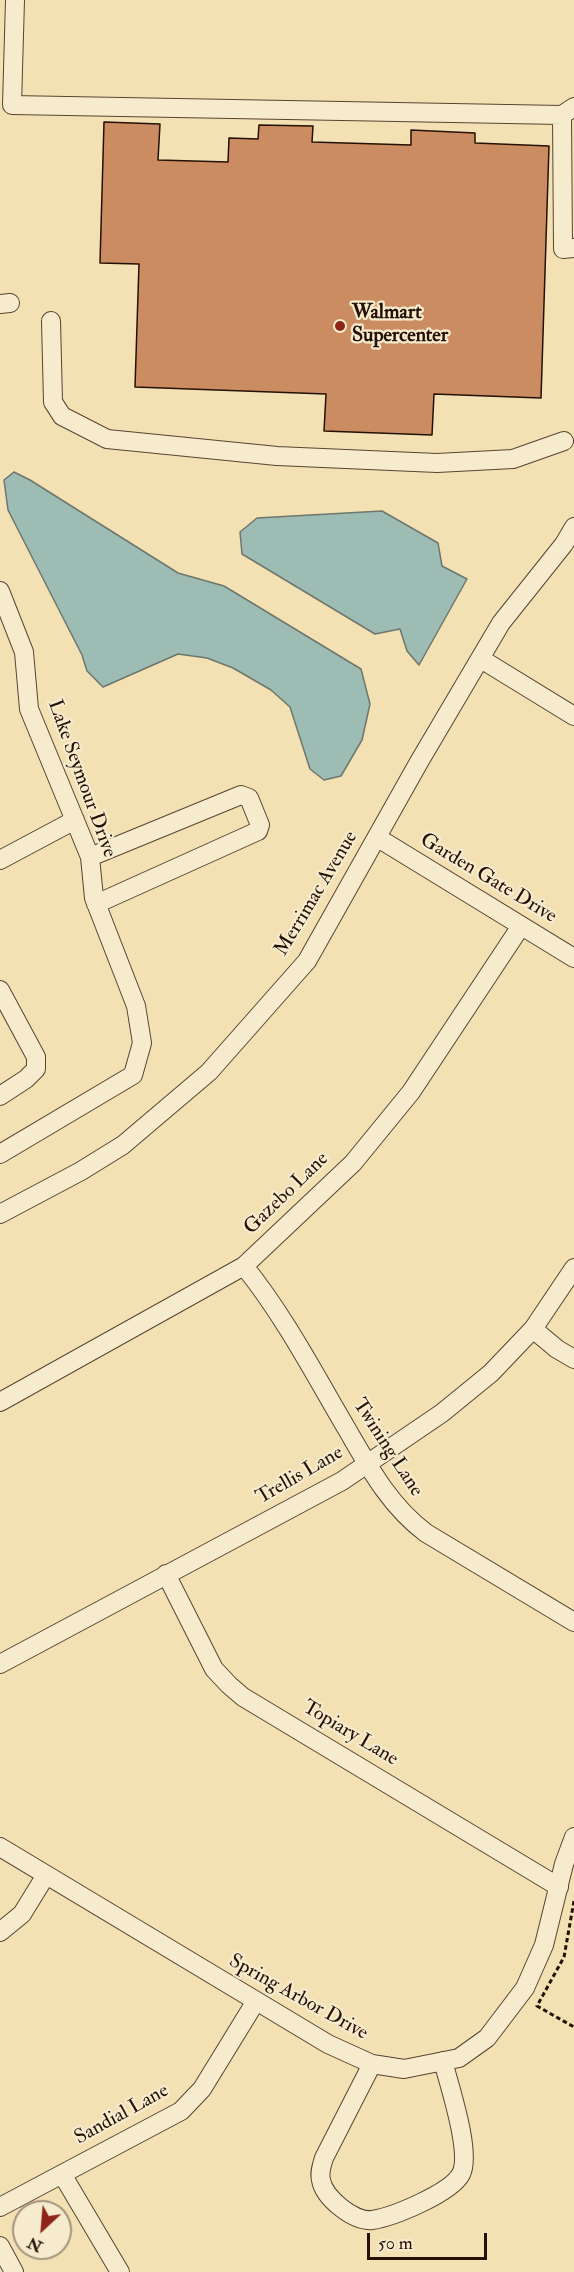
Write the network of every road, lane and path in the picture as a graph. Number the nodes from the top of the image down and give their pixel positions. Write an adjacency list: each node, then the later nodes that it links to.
1 (15, 0): 2 (street)
2 (568, 111): 3 (street)
3 (568, 249)
4 (51, 321): 5 (street)
5 (564, 441)
6 (574, 527): 7 (street, Merrimac Avenue)
7 (569, 542): 9 (street, Merrimac Avenue)
8 (0, 591): 11 (street, Lake Seymour Drive)
9 (481, 658): 10 (street); 12 (street, Merrimac Avenue)
10 (574, 716)
11 (75, 820): 13 (street, Lake Seymour Drive); 14 (street)
12 (378, 838): 16 (street, Garden Gate Drive); 21 (street, Merrimac Avenue)
13 (90, 857): 15 (street, Lake Seymour Drive); 15 (street)
14 (0, 860)
15 (96, 904): 20 (street, Lake Seymour Drive)
16 (521, 926): 17 (street, Garden Gate Drive); 22 (street, Gazebo Lane)
17 (574, 958)
18 (0, 990): 19 (street)
19 (1, 1094)
20 (0, 1154)
21 (0, 1214)
22 (244, 1266): 26 (street, Gazebo Lane); 27 (street, Twining Lane)
23 (574, 1268): 24 (street, Trellis Lane)
24 (533, 1329): 25 (street); 27 (street, Trellis Lane)
25 (574, 1359)
26 (0, 1402)
27 (367, 1463): 28 (street, Trellis Lane); 29 (street, Twining Lane)
28 (166, 1574): 30 (street, Trellis Lane); 34 (street, Topiary Lane)
29 (574, 1622)
30 (0, 1664)
31 (574, 1836): 34 (street, Spring Arbor Drive)
32 (0, 1847): 33 (street, Spring Arbor Drive)
33 (46, 1875): 36 (street); 37 (street, Spring Arbor Drive)
34 (559, 1887): 39 (street, Spring Arbor Drive)
35 (574, 1901): 38 (path)
36 (0, 1932)
37 (256, 2001): 40 (street, Spring Arbor Drive); 41 (street, Sandial Lane)
38 (574, 2027)
39 (443, 2061): 40 (street, Spring Arbor Drive); 40 (street)
40 (372, 2064)
41 (62, 2174): 42 (street, Sandial Lane); 45 (street)
42 (0, 2207)
43 (0, 2246): 44 (street)
44 (14, 2272)
45 (120, 2272)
-------------------------
How to complete this task — After reading through the material, report every line that holds "Gate".

Written response —
12 (378, 838): 16 (street, Garden Gate Drive); 21 (street, Merrimac Avenue)
16 (521, 926): 17 (street, Garden Gate Drive); 22 (street, Gazebo Lane)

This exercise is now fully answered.